There is no arguing that low back pain is an illness that burdens a large percentage of Americans. Sadly, centuries of folk cures and decades of research have fallen short predict reduce the prevalence of low back pain. Modern medicine has dramatically improved the health and livelihood in many arenas, but back pain remains an age-old, expensive, debilitating and frustrating… pain.
The average person with back pain and the American health care reform analyst are equally interested in sorting the worthwhile from the worthless treatments for reducing the duration and frequency of back pain episodes. Comparative effectiveness research hopes to shed light on what services should be recommended and reimbursed by insurance carriers. For example, the Cochrane Collaboration, another meta-analysis think tank, in 2010 looked at fifty studies on chiropractic treatments on low back pain and found muddled results across years of research.
… there is … no evidence to support or refute that combined chiropractic interventions provide a clinically meaningful advantage over other treatments for pain or disability in
… low back pain. … Future research is very likely to change the estimate of (the) effect and our confidence in the results.
Double doctor, J. Michael Menke, a doctor of chiropractic and PhD academic out of the International Medical University in Kuala Lumpur, Malaysia, found very little supportive evidence in his meta-analyses on comparative effectiveness of various manual therapies in his review of the existing literature. A comparative effectiveness meta-analysis” was performed to compare the relative effectiveness of various spinal manipulation treatments (from the ancient bonesetter to the modern back cracker), medical management (READ: drugs, injections, etc), physical therapy, and exercise for acute (less than a month) and chronic (more than three months) nonsurgical management of low back pain.
The good news is most pain originating from the muscles and joint in the human body is self-limiting, meaning slowing down, protecting your injury, and letting the body heal will often suffice. Research supports
the notion that 60 to 70 percent of acute low back pain settles in six weeks without any medical treatment. Chronic low back pain sufferers get better in a year without treatment 40 to 70 per cent of the time.
Pain whether short-term or long-term is indubitably unpleasant, so why suffer any longer than you have to if effective treatment is available.

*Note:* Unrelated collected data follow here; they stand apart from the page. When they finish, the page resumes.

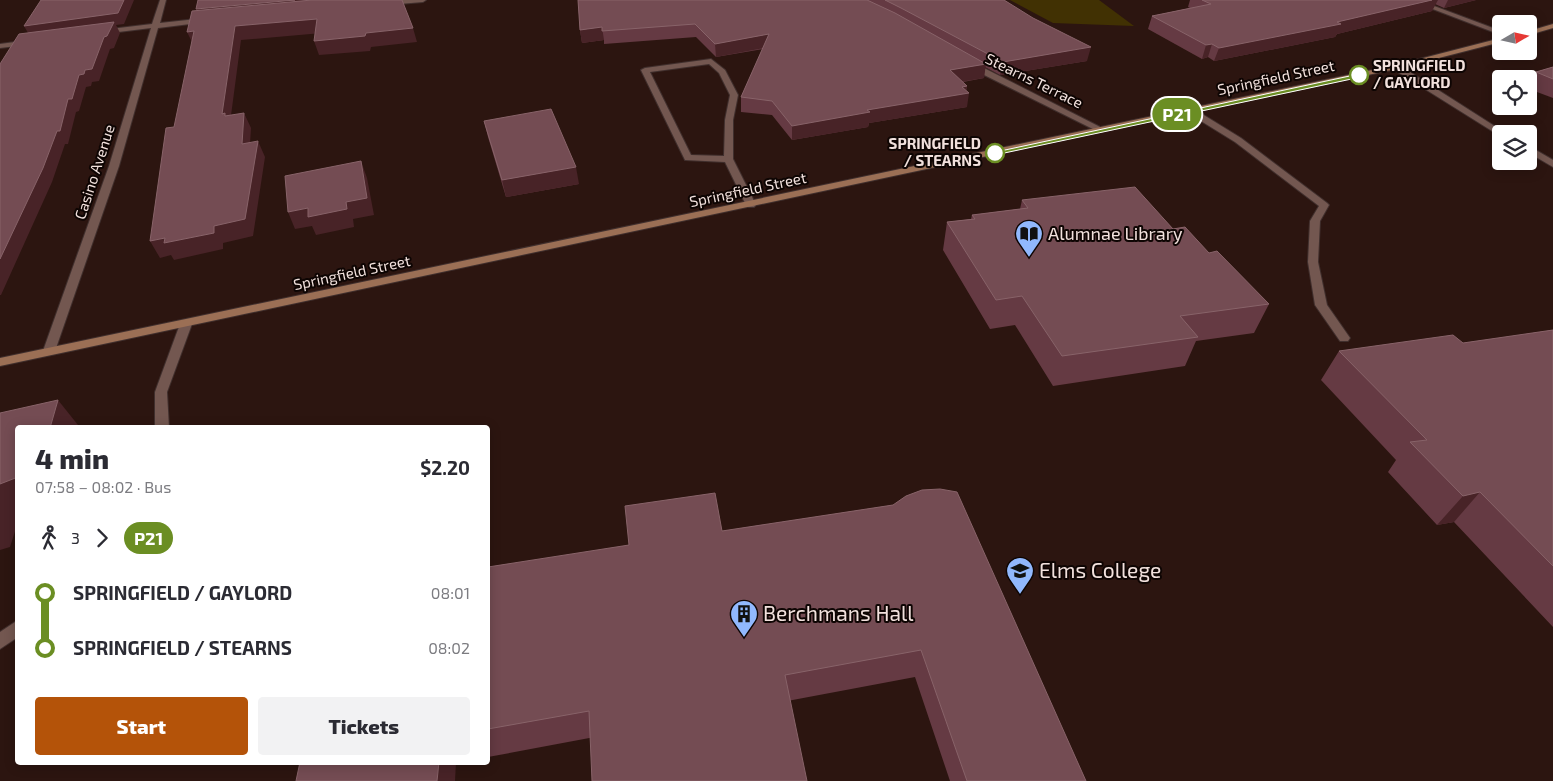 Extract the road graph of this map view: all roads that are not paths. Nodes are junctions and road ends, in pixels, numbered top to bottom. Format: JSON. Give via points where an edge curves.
{"nodes":[{"id":1,"x":163,"y":0,"type":"edge"},
{"id":2,"x":423,"y":0,"type":"edge"},
{"id":3,"x":1412,"y":0,"type":"edge"},
{"id":4,"x":377,"y":4,"type":"edge"},
{"id":5,"x":214,"y":19,"type":"edge"},
{"id":6,"x":156,"y":24,"type":"junction"},
{"id":7,"x":1553,"y":26,"type":"edge"},
{"id":8,"x":1492,"y":30,"type":"edge"},
{"id":9,"x":1538,"y":30,"type":"edge"},
{"id":10,"x":98,"y":33,"type":"edge"},
{"id":11,"x":39,"y":41,"type":"edge"},
{"id":12,"x":1492,"y":42,"type":"edge"},
{"id":13,"x":0,"y":46,"type":"edge"},
{"id":14,"x":962,"y":60,"type":"edge"},
{"id":15,"x":1396,"y":67,"type":"junction"},
{"id":16,"x":1191,"y":111,"type":"junction"},
{"id":17,"x":1492,"y":127,"type":"edge"},
{"id":18,"x":1102,"y":130,"type":"junction"},
{"id":19,"x":1537,"y":154,"type":"edge"},
{"id":20,"x":728,"y":159,"type":"junction"},
{"id":21,"x":1553,"y":164,"type":"edge"},
{"id":22,"x":750,"y":204,"type":"junction"},
{"id":23,"x":186,"y":324,"type":"junction"},
{"id":24,"x":1344,"y":338,"type":"dead end"},
{"id":25,"x":49,"y":351,"type":"junction"},
{"id":26,"x":0,"y":362,"type":"edge"},
{"id":27,"x":162,"y":425,"type":"edge"},
{"id":28,"x":15,"y":630,"type":"edge"},
{"id":29,"x":0,"y":642,"type":"edge"}],
"edges":[{"from":1,"to":6,"type":"street","name":"Casino Avenue"},
{"from":2,"to":4,"type":"street"},
{"from":3,"to":8,"type":"street"},
{"from":5,"to":6,"type":"street"},
{"from":6,"to":10,"type":"street"},
{"from":6,"to":25,"type":"street","name":"Casino Avenue","via":[[114,166]]},
{"from":7,"to":9,"type":"main road"},
{"from":11,"to":13,"type":"street"},
{"from":12,"to":15,"type":"main road","name":"Springfield Street"},
{"from":14,"to":18,"type":"street","name":"Stearns Terrace"},
{"from":15,"to":16,"type":"main road","name":"Springfield Street"},
{"from":15,"to":17,"type":"street"},
{"from":16,"to":18,"type":"main road","name":"Springfield Street"},
{"from":16,"to":24,"type":"street","via":[[1238,140],[1324,205],[1315,221],[1313,262],[1321,305]]},
{"from":18,"to":22,"type":"main road","name":"Springfield Street"},
{"from":19,"to":21,"type":"street"},
{"from":20,"to":20,"type":"street","via":[[729,120],[734,96],[722,72],[711,61],[644,70],[688,158]]},
{"from":20,"to":22,"type":"street"},
{"from":22,"to":23,"type":"main road","name":"Springfield Street"},
{"from":23,"to":25,"type":"main road","name":"Springfield Street"},
{"from":23,"to":27,"type":"street","via":[[161,392]]},
{"from":25,"to":26,"type":"main road","name":"Springfield Street"},
{"from":28,"to":29,"type":"street"}]} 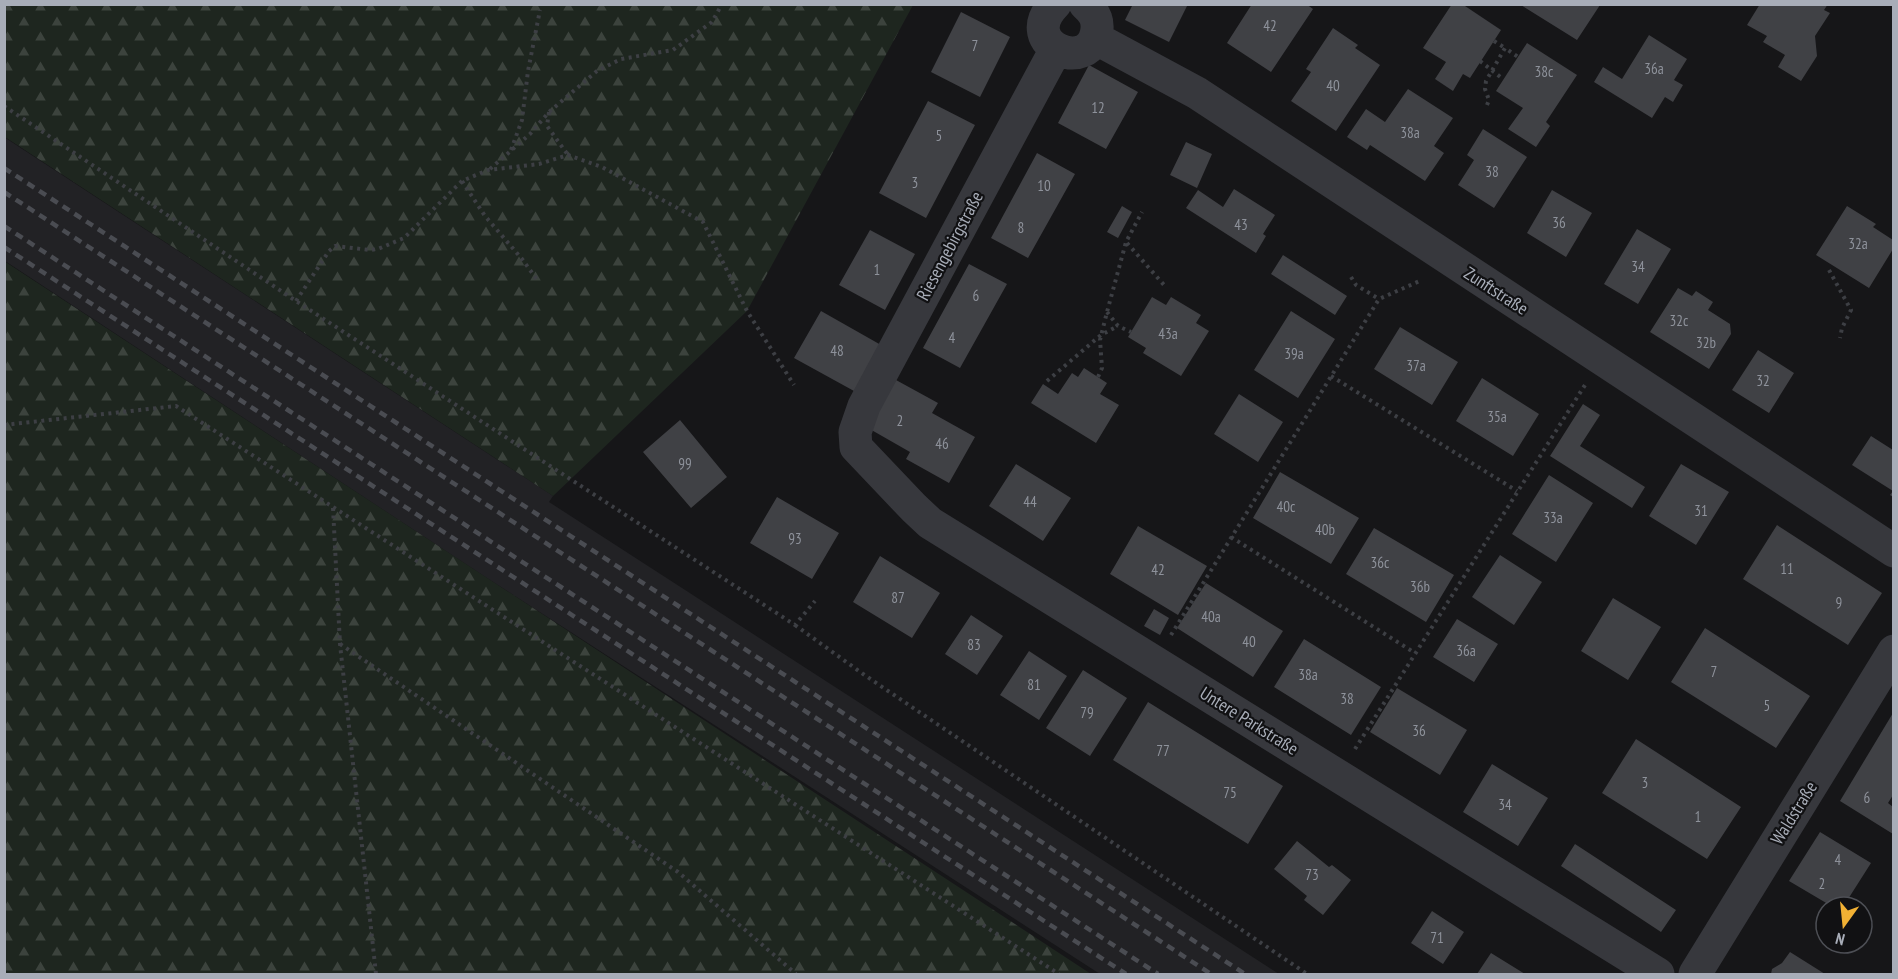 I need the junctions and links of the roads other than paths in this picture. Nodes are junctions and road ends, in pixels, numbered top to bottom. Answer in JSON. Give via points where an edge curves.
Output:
{"nodes":[{"id":1,"x":1085,"y":4,"type":"edge"},
{"id":2,"x":1046,"y":7,"type":"edge"},
{"id":3,"x":1095,"y":38,"type":"junction"},
{"id":4,"x":1056,"y":49,"type":"junction"},
{"id":5,"x":856,"y":447,"type":"joint"},
{"id":6,"x":1893,"y":551,"type":"edge"},
{"id":7,"x":1893,"y":651,"type":"edge"},
{"id":8,"x":1658,"y":975,"type":"edge"},
{"id":9,"x":1695,"y":975,"type":"edge"}],
"edges":[{"from":1,"to":3,"type":"street","via":[[1095,17]]},
{"from":2,"to":4,"type":"street","via":[[1044,32]]},
{"from":3,"to":4,"type":"street","via":[[1078,52],[1063,53]]},
{"from":3,"to":6,"type":"street","name":"Zunftstraße","via":[[1197,93]]},
{"from":4,"to":5,"type":"street","name":"Riesengebirgstraße","via":[[864,406],[855,432]]},
{"from":5,"to":8,"type":"street","name":"Untere Parkstraße","via":[[930,523]]},
{"from":7,"to":9,"type":"street","name":"Waldstraße"}]}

This study looked at 56 spinal manipulation studies published between 1974 and 2010 and classified them into six different treatment categories. The categories included: 95 spinal manipulation studies, 31 exercise studies, 51 physical therapy/physiotherapy modalities (for example, ultrasound, electrical stimulation, and hot packs) studies, 40 usual medical care studies, and 40 control group studies of subjects that received no treatment.

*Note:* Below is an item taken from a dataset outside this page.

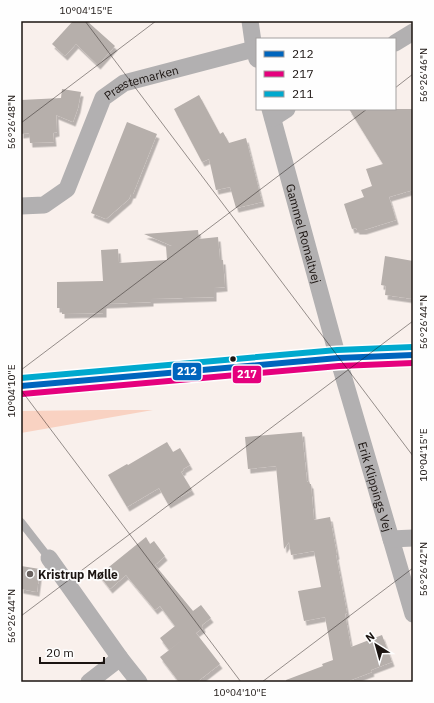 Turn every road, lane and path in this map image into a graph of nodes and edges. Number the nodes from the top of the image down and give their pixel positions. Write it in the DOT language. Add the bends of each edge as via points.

The results found a 96 per cent relative improvement in the first 6 weeks across acute back pain studies was unrelated to treatment. Thus the “carry on with your life” control group and the various treatment groups were
nearly equal in settling their acute pain. The chronic pain comparison analyses found that 32 per cent of the various treatment studies could claim improved outcomes. The balance of the percentage of claimed improvement in the chronic pain comparison analyses can be attributed to everything else (letting the injury run its course). Looking at the printed boxplots of the six treatment categories effect sizes attributable to the passage of time alone, the three largest effect sizes were in the exercise group, then the spinal manipulation group, then the modality group.

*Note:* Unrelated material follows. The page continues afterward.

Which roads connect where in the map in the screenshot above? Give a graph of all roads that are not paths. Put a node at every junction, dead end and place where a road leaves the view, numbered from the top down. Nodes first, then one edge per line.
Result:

This study also examined which spinal manipulation treatment provider did the best job for improving chronic back pain. It was determined in the comparison that getting your spine manipulated in the first six weeks has little influence on the outcome of shortening the duration of your acute pain. Five types of spinal manipulation providers (osteopaths, physical therapists, chiropractors, allopathic medical physicians, and bonesetters) were compared. Spinal manipulation by a physical therapist was found to be most effective, and most variable, in treating both acute and chronic back pain.
In the 36 years and 8,400 patients subjected to comparative spinal manipulation studies research cost from $32 to $80 million. Menke’s comparative analysis makes the bold assertion that ‘equivocal outcomes are unacceptable for this investment’, and funding more research on the topic should be stopped. It stands to reason, that inadequate analytics and methodology throughout the studies could be part of the problem. The take home message was that all of the compared treatments for acute and chronic low back pain are hard to quantify when looking at their relative effectiveness versus letting the injury run its course.